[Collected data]
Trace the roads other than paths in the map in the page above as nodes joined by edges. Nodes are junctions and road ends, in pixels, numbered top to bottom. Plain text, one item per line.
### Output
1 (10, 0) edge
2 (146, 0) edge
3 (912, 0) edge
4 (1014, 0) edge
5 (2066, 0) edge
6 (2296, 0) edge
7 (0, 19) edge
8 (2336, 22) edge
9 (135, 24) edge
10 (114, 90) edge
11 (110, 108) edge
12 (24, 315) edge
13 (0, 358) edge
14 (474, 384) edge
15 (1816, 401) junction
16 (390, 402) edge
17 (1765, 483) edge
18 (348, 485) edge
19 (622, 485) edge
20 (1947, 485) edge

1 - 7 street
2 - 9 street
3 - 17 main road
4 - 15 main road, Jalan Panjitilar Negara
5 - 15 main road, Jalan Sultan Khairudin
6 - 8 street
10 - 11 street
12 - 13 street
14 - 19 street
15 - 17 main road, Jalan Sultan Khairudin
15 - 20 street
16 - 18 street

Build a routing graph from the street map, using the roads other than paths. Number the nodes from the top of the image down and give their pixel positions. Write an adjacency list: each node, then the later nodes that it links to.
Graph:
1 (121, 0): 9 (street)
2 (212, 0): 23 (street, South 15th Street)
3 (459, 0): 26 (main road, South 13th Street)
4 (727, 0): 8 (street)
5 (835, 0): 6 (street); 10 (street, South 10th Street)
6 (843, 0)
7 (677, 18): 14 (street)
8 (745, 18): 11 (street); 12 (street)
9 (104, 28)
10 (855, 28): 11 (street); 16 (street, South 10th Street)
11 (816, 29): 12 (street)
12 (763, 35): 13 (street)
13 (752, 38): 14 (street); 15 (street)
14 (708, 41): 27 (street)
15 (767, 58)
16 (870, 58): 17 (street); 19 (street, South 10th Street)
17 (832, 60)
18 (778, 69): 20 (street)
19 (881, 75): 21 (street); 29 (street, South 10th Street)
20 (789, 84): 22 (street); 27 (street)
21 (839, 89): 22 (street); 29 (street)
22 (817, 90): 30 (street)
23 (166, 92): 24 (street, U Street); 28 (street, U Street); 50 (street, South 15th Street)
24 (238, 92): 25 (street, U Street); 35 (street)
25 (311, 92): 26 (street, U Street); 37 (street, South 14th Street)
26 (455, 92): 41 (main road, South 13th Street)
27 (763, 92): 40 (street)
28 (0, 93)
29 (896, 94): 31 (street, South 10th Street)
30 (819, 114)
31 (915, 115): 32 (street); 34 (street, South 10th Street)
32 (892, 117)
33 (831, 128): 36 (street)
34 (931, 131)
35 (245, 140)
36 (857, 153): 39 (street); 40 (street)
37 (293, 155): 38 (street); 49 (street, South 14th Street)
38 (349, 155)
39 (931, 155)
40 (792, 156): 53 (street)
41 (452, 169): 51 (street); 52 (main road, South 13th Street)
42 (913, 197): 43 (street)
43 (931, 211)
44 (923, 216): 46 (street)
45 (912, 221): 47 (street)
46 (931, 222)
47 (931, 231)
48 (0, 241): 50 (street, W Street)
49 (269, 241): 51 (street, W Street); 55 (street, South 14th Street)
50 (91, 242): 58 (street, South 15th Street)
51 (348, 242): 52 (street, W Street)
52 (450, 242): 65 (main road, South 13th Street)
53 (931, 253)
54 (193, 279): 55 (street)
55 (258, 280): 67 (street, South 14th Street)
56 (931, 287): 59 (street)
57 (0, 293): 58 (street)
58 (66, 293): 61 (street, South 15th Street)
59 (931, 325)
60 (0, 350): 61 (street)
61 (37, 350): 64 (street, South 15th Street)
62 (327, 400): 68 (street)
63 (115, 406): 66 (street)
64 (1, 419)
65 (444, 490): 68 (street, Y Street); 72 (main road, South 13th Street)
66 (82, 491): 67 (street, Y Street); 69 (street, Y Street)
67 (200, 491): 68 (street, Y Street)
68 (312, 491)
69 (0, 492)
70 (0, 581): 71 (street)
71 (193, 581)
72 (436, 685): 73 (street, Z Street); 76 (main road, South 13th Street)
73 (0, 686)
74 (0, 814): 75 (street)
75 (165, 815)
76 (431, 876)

**Task prompt:** Give the number of lines in the entries that contain the word "Sultan", without any other words.

**Output for this task:** 2